My boy is turning ONE year old in a few hours! I can't believe it; time flies by way too fast for me. It seems like it was only yesterday when we brought him home (his picture on day one is attached) and now he is turning into a nice teenager dog (his current picture is attached). Happy birthday!


----------



## tknafox2 (Apr 2, 2013)

Such a Handsome young dog!!! Wow, they grow up way to fast.
A Very Happy Birthday...


----------



## CatK (May 29, 2013)

Aaaah happy birthday


----------



## LokiV (Jan 27, 2014)

Ksana said:


> My boy is turning ONE year old in a few hours! I can't believe it; time flies by way too fast for me. It seems like it was only yesterday when we brought him home (his picture on day one is attached) and now he is turning into a nice teenager dog (his current picture is attached). Happy birthday!


He's so cute. We've just started out with a 7 week old pup and our boy looks quite similar. Hope ours looks as lovely as yours at 1 year old.


----------



## Ksana (Mar 30, 2013)

LokiV said:


> He's so cute. We've just started out with a 7 week old pup and our boy looks quite similar. Hope ours looks as lovely as yours at 1 year old.


Thank you! I was singing to my boy "Happy Birthday" while driving him for a walk during my lunch break today (very short walk as we have -40C with windchill here). I wonder how many people sing to their Vizslas on their birthdays?


----------



## Watson (Sep 17, 2012)

Happy Birthday! ;D They get big fast!

I do love Aquarius babies... might be a bit biased though since I am one myself


----------



## Ksana (Mar 30, 2013)

Thanks everyone!


----------



## Ksana (Mar 30, 2013)

Watson said:


> I do love Aquarius babies... might be a bit biased though since I am one myself


Thanks for pointing this out! I am reading a dog's horoscope now  

It says: "One of the main advantages of knowing an Aquarian Dog personality is their mastery of the art of listening." We shall see how it works for all us in his obedience or Rally-O competitions. 

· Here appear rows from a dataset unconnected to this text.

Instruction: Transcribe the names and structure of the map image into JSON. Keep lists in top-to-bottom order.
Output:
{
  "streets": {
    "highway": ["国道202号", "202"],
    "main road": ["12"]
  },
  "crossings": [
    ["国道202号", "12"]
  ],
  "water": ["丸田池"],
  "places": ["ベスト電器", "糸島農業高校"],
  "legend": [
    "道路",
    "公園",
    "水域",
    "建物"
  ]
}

The next statement "An Aquarian Dog is not generally a showy person so social events often prompt shyness" is so true; he did not enjoy his first show experience  

The next statement is also true "They like to know where things are and prefer spacious, clean and mostly functional habitats." He is happy if he can keep the entire house to himself while we are at work; it needs to be comfortable, functional, clean and spacious (crating is not an option)  

However, I can trust my leather shoes remain intact and exactly in the same spot where I left them. As all other things in the house, except his kong toys which are moved around.


----------



## mlwindc (Feb 8, 2013)

Happy birthday!!! He's very handaome


----------



## Vizsladad (Nov 21, 2013)

A very happy birthday to him. He is a very pretty boy. You are so lucky to have each other they are wonderful members to the family.


----------